Feb 28, 2026 · 18 min read · Maths for ML

Taylor series and local approximations

In this series (15 parts)

Every optimization algorithm in machine learning relies on one idea: if you zoom in close enough to any smooth function, it looks like a polynomial. Taylor series make that idea precise. They give you a recipe for building polynomial approximations of any order, and the higher the order, the better the fit near your chosen point.

Prerequisites

Before reading this, you should be comfortable with derivatives and the chain rule and Jacobians and Hessians.

The core idea

Pick a function $f(x)$ and a point $a$ . You want a polynomial that matches the function’s value, slope, curvature, and higher-order behavior at $a$ . Taylor’s theorem says:

f(x) = f(a) + f'(a)(x - a) + \frac{f''(a)}{2!}(x - a)^2 + \frac{f'''(a)}{3!}(x - a)^3 + \cdots

Each term captures one more “layer” of the function’s shape at $a$ . The zeroth-order term $f(a)$ is just the function value. The first-order term $f'(a)(x - a)$ adds the slope. The second-order term adds curvature. And so on.

Successive Taylor approximations get closer to the true function:

graph LR
  T0["0th order: constant"] --> T1["1st order: tangent line"]
  T1 --> T2["2nd order: parabola"]
  T2 --> T3["3rd order: cubic"]
  T3 --> TN["Higher orders..."]
  TN --> TF["True function"]

When $a = 0$ , this is called a Maclaurin series, but the idea is identical.

First-order approximation (linear)

Drop everything after the first derivative term:

f(x) \approx f(a) + f'(a)(x - a)

This is a tangent line.
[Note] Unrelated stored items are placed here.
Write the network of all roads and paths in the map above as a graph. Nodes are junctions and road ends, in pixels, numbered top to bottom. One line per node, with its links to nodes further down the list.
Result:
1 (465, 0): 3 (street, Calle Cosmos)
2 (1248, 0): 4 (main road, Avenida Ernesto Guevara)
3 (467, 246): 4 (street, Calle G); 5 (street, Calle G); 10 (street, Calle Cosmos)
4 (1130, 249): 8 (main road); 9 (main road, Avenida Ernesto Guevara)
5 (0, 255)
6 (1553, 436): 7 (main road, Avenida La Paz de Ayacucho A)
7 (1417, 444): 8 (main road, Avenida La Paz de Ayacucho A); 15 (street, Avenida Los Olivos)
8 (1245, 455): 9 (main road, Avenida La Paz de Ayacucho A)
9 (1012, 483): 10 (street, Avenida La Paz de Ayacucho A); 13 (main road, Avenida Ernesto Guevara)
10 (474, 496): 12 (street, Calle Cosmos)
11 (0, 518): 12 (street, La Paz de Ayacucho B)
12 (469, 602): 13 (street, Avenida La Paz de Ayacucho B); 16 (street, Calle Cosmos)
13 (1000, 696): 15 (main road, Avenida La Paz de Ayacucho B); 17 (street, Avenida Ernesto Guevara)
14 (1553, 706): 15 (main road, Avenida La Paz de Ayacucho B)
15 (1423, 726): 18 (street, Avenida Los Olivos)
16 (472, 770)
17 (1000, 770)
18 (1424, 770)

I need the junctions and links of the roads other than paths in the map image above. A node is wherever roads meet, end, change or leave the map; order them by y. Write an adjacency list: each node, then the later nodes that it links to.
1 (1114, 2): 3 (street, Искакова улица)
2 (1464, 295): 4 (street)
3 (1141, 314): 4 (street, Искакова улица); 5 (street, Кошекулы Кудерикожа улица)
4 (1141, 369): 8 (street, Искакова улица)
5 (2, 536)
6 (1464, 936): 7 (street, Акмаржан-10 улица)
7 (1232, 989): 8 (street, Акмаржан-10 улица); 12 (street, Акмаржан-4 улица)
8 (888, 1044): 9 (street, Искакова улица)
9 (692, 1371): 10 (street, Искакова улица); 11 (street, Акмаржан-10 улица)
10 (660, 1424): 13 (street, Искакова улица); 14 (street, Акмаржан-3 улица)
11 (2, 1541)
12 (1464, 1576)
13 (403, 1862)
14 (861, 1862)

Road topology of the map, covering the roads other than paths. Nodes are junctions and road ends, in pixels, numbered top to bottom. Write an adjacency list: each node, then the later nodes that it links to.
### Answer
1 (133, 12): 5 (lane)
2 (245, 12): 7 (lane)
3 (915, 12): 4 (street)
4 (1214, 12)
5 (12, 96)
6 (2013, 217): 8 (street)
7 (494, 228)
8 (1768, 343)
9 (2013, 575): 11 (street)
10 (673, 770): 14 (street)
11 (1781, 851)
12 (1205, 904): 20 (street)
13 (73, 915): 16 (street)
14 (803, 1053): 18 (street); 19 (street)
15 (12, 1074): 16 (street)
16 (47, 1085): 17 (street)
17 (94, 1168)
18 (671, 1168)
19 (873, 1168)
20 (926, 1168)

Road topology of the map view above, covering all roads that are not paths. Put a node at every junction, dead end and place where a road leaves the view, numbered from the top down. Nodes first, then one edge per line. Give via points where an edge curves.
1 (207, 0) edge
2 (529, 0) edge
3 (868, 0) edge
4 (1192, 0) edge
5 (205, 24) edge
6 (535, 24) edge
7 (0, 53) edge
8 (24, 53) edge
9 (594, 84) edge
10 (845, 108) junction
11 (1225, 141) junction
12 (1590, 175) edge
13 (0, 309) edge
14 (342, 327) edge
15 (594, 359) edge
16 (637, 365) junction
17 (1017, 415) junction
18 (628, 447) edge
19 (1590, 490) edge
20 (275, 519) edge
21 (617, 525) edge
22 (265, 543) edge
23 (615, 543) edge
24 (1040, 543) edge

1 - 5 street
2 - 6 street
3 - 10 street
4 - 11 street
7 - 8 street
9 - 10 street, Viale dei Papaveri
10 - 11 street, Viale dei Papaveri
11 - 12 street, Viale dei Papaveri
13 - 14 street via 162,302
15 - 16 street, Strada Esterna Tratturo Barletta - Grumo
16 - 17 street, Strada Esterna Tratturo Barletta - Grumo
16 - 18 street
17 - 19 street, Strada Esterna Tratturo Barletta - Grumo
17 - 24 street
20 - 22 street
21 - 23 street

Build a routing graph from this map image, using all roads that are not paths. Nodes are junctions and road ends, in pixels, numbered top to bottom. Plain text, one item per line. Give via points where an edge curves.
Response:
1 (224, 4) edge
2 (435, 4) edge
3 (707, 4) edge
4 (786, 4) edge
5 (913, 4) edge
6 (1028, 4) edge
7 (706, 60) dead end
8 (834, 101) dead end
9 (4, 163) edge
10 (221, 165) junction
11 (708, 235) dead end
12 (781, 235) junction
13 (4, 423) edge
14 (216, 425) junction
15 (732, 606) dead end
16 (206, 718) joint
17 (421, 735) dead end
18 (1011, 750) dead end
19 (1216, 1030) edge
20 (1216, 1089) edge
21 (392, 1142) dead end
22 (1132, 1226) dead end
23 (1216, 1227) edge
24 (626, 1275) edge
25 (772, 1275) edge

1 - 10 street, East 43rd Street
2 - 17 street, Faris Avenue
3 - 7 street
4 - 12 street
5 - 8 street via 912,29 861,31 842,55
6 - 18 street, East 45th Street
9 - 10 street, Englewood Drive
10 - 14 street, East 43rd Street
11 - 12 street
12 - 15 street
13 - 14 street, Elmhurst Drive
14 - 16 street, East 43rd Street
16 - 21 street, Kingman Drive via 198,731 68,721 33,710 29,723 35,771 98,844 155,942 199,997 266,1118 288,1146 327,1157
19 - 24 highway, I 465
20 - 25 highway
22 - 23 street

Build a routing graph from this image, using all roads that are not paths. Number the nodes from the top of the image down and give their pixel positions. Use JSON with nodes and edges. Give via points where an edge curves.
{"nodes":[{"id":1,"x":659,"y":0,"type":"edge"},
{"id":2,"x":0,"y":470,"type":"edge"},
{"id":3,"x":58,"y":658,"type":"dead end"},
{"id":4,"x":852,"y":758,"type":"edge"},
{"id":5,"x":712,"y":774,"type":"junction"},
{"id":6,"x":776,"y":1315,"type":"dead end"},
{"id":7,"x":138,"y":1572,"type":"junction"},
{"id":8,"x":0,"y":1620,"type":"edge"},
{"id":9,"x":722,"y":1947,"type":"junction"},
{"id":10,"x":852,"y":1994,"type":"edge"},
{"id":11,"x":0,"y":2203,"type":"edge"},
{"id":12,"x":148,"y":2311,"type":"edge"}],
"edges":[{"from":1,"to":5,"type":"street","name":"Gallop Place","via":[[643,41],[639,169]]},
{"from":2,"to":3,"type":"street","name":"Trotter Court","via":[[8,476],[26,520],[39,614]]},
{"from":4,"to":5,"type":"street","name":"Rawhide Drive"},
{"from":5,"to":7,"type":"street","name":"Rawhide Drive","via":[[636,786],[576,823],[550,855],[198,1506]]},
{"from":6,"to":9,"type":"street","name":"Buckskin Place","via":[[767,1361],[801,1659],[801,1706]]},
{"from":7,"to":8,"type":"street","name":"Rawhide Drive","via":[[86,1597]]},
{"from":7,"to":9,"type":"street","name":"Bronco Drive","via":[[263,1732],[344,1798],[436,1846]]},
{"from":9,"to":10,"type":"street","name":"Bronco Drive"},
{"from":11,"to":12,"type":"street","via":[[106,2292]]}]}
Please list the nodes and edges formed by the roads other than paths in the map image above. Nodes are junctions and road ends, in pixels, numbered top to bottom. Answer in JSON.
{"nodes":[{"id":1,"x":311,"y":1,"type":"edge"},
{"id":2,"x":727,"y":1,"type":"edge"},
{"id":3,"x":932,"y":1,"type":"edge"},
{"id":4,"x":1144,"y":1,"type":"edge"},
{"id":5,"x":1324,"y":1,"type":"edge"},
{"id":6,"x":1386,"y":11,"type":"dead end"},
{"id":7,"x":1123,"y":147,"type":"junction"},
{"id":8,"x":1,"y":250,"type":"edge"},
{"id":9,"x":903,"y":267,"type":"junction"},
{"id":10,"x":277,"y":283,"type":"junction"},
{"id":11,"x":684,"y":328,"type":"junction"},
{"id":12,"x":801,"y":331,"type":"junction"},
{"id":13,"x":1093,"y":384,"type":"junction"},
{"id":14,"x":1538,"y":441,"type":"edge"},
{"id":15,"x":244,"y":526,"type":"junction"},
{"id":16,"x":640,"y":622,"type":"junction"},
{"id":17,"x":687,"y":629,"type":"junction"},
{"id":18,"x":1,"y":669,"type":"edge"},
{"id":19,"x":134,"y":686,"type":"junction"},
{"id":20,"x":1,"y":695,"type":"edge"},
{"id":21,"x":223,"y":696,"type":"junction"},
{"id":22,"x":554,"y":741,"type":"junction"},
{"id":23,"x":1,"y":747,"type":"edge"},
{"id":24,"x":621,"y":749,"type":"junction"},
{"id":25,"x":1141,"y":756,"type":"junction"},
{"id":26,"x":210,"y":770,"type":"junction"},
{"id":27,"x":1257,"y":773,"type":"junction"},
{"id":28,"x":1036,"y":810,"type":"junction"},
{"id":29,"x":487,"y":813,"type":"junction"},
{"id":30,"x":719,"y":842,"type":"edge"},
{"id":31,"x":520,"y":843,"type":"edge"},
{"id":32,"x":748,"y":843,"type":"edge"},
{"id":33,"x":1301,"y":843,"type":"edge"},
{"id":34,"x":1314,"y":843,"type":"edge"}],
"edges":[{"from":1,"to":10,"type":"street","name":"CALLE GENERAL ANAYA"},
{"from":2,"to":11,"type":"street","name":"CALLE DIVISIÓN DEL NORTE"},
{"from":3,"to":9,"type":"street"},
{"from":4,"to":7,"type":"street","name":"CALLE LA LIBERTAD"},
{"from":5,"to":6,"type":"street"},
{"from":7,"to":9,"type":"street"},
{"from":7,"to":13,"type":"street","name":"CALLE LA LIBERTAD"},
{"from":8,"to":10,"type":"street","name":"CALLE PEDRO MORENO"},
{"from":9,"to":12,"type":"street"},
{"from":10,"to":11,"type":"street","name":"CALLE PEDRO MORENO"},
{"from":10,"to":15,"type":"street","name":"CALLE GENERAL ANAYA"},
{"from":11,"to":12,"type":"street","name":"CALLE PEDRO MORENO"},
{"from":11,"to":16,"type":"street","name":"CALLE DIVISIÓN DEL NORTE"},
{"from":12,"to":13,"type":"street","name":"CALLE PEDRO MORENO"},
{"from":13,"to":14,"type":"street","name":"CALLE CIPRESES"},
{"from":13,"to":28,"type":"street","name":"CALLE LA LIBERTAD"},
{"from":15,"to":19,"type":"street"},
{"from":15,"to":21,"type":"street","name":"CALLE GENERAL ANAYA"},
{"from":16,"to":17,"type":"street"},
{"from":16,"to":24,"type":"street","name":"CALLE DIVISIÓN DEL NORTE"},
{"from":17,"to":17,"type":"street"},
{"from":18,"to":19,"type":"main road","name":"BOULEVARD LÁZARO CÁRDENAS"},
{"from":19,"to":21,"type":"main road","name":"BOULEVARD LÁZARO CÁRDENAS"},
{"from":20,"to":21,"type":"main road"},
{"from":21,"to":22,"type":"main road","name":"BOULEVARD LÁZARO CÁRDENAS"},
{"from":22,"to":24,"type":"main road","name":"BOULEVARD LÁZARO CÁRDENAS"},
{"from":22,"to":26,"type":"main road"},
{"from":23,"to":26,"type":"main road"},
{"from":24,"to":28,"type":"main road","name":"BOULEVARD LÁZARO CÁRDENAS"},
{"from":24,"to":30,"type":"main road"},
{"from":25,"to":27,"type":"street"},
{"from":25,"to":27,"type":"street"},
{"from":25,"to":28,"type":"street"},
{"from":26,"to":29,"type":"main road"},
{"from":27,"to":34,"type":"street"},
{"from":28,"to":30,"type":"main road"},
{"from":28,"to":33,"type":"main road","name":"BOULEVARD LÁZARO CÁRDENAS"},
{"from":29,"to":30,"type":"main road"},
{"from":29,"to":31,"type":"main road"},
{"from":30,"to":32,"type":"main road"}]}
It is the best linear approximation to $f$ near $a$ . In optimization, this is what gradient descent uses: it treats the loss surface as locally flat and steps downhill along the gradient.

Second-order approximation (quadratic)

Keep one more term:

f(x) \approx f(a) + f'(a)(x - a) + \frac{f''(a)}{2}(x - a)^2

Now you have a parabola that matches the function’s value, slope, and curvature at $a$ . This is significantly more accurate for points near $a$ . In multiple dimensions, the second derivative becomes the Hessian, and the quadratic approximation becomes:

f(\mathbf{x}) \approx f(\mathbf{a}) + \nabla f(\mathbf{a})^\top (\mathbf{x} - \mathbf{a}) + \frac{1}{2} (\mathbf{x} - \mathbf{a})^\top \mathbf{H}(\mathbf{a}) (\mathbf{x} - \mathbf{a})

where $\mathbf{H}$ is the Hessian matrix. This quadratic form is the backbone of Newton’s method.

Why Newton’s method uses the quadratic approximation

Newton’s method finds the minimum of the quadratic approximation, then moves there. If you take the derivative of the quadratic approximation and set it to zero:

f'(a) + f''(a)(x - a) = 0

x = a - \frac{f'(a)}{f''(a)}

That is Newton’s update rule. In multiple dimensions:

\mathbf{x}_{\text{new}} = \mathbf{x}_{\text{old}} - \mathbf{H}^{-1} \nabla f(\mathbf{x}_{\text{old}})

The key insight: gradient descent uses the first-order approximation (linear), while Newton’s method uses the second-order approximation (quadratic). Newton’s method converges much faster near a minimum because the quadratic captures curvature information that the linear approximation misses.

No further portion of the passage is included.